Some efforts have been made to bridge the gap between PLMs and downstream tasks, which can be roughly divided into two categories: knowledge enhancement and task-oriented pre-training Qiu et al. (2020). The former introduces commonsense or world knowledge into the pre-training (Zhang et al., 2019; Sun et al., 2020; Varkel and Globerson, 2020; Ye et al., 2020) or fine-tuning Yang et al. (2019a) for better performance over knowledge-driven tasks. And the latter includes some delicately designed pre-training tasks, e.g., the contrastive approach of learning discourse knowledge towards textual entailment task Iter et al. (2020). Although these approaches have achieved some improvements on certain tasks, few of them are specifically designed for evidence extraction, which is indeed indispensable to MRC.
In fact, equipping PLMs with the capability of evidence extraction in MRC is challenging due to the following two factors. 1) The process of collecting clues from a document is difficult to be integrated into PLMs without designing specific model architectures or pre-training tasks Qiu et al. (2020); Zhao et al. (2020). And 2) large-scale pre-training process would make PLMs overfit to pre-training tasks Chung et al. (2021); Tamkin et al. (2020). In other words, it is difficult to take full advantage of the pre-training merits if the training objectives of pre-training and downstream MRC are greatly separated.
To deal with the aforementioned challenges, we propose a novel retrieval-based pre-training approach, REPT, to bridge the gap between PLMs and MRC. Firstly, to unify the training objective, we design a novel pre-training task, namely Surrounding Sentences Prediction (SSP), as illustrated in Figure 1. Given a document, several sentences will be firstly selected as queries, and the others are jointly treated as a passage222We use passage here to keep consistent with MRC tasks. And document refers to the combination of queries and passage.. Thereafter, for each query, the model should predict its preceding and following sentences in the original document by collecting clues from each sentence, which is compatible with evidence extraction in MRC tasks. It is worth emphasizing that, the repeated occurrence of entities or nouns across different sentences often lead to information short-cut Lee et al. (2020), from which the order of sentences can be easily recovered. In view of this, we propose to mask such explicit clues. As a result, the model is enforced to infer the correct positions of queries by gathering evidence with the incomplete information. Secondly, to preserve the effectiveness of contextual representation, the masked clues are also required to be recovered through retrieving relevant information from other parts of the document, which is implemented via our Retrieval based Masked Language Modeling (RMLM) task.

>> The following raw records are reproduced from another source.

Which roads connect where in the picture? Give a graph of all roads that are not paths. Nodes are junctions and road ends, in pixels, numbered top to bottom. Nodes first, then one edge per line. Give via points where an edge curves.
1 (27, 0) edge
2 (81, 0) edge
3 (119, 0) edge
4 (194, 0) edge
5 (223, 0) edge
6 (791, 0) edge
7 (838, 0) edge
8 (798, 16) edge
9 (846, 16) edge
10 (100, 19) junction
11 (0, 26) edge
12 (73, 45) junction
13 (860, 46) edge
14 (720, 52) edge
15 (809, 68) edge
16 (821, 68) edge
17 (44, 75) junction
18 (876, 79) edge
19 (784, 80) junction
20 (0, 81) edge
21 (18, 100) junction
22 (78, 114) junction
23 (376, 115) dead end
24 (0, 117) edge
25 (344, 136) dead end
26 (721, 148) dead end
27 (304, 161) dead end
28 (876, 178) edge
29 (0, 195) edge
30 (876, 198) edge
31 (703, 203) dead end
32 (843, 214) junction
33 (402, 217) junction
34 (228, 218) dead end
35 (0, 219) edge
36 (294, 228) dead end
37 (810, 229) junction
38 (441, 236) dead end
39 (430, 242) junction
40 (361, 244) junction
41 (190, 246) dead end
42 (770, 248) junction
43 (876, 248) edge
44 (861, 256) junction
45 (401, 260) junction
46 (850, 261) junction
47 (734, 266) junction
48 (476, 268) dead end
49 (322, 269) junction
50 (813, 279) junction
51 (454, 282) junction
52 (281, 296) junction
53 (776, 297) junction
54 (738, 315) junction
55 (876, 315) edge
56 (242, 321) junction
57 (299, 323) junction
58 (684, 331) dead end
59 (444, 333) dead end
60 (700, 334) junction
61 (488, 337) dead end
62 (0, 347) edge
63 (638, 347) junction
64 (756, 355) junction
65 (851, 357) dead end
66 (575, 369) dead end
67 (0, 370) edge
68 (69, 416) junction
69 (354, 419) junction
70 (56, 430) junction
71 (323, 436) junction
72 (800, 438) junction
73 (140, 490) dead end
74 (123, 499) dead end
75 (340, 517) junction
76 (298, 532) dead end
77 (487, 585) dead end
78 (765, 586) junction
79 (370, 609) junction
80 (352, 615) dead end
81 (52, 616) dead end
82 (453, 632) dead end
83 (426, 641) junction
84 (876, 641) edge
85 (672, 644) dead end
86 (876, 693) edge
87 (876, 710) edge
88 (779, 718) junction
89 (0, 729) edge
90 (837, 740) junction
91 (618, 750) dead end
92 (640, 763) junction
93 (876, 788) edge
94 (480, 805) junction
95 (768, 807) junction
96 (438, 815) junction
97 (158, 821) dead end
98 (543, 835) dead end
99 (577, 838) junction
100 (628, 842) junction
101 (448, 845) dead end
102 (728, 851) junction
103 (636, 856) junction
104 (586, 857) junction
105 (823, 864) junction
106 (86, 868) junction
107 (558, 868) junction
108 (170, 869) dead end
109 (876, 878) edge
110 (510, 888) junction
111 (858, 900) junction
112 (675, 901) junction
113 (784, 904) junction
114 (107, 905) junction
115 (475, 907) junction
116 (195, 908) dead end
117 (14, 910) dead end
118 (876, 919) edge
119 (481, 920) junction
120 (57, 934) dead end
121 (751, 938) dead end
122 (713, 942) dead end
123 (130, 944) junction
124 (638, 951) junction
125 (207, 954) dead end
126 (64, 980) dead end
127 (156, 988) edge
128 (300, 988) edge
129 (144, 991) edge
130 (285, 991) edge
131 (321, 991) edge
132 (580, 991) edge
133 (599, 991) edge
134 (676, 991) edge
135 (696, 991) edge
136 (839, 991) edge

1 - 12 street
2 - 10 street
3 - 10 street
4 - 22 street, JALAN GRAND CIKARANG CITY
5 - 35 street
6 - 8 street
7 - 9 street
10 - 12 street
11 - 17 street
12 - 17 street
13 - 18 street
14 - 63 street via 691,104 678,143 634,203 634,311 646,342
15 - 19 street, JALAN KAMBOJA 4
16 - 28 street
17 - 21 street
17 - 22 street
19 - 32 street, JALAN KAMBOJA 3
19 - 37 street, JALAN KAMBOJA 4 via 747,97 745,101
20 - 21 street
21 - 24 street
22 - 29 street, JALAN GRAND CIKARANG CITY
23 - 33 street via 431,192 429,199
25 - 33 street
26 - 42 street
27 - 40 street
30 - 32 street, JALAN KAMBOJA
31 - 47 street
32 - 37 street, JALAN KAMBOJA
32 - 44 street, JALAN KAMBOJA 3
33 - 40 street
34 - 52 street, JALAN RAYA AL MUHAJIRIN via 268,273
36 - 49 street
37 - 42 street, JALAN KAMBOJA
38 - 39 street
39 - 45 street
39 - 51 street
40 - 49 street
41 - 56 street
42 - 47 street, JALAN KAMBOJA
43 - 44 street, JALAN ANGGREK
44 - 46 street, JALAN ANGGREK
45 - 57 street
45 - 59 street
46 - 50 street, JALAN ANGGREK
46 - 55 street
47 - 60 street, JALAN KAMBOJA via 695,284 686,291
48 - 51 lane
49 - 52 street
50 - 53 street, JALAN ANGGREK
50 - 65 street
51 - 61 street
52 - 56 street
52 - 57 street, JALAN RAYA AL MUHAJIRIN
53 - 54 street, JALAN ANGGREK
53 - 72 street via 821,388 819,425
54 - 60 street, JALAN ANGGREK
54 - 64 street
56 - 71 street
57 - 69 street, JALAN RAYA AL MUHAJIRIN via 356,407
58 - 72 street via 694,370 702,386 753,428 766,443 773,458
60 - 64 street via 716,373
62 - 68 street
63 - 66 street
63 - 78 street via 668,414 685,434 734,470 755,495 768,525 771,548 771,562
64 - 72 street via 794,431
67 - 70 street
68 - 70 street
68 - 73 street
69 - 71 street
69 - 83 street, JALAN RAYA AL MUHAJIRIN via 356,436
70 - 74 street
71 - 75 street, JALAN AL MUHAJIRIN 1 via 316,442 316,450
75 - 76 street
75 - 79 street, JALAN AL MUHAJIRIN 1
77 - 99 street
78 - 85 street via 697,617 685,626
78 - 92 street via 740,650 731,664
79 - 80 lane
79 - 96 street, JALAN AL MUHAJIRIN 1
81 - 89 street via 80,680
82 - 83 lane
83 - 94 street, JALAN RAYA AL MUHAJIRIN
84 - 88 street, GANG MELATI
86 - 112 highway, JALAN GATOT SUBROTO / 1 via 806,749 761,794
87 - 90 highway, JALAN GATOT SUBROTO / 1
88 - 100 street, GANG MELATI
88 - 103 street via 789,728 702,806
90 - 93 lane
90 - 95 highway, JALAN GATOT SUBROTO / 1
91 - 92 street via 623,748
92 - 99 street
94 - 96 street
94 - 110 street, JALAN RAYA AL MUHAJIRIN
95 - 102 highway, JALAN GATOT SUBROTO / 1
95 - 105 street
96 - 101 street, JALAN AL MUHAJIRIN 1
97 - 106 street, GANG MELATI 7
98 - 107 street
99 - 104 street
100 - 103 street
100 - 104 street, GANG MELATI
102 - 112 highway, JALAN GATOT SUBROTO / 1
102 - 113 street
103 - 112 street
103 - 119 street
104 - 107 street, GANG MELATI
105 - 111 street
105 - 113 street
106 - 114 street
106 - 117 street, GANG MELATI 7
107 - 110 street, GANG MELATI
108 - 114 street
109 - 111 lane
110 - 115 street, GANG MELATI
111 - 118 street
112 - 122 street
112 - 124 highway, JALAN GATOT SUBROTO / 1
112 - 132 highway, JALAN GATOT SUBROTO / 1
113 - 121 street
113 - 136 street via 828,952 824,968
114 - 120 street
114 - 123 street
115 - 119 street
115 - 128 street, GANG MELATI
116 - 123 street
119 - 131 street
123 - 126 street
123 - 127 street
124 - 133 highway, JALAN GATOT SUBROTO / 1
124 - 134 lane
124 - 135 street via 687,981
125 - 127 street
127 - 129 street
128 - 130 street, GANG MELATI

In this way, the pre-training stage can be properly aligned with MRC: 1) the training objectives are connected through the introduction of the two pre-training tasks, which will be inherited by downstream MRC tasks through consistent retrieval operation. And 2) the capability of evidence extraction from documents or sentences is enhanced during pre-training, and will be smoothly transferred to MRC. Our contributions in this paper are summarized as follows:
We present REPT, a novel pre-training approach, to bridge the gap between PLMs and MRC through retrieval-based pre-training.
We design two self-supervised pre-training tasks, i.e., SSP and RMLM, to augment PLMs with the ability of evidence extraction with the help of retrieval operation and eliminating information short-cut, which can be smoothly transferred to downstream MRC tasks.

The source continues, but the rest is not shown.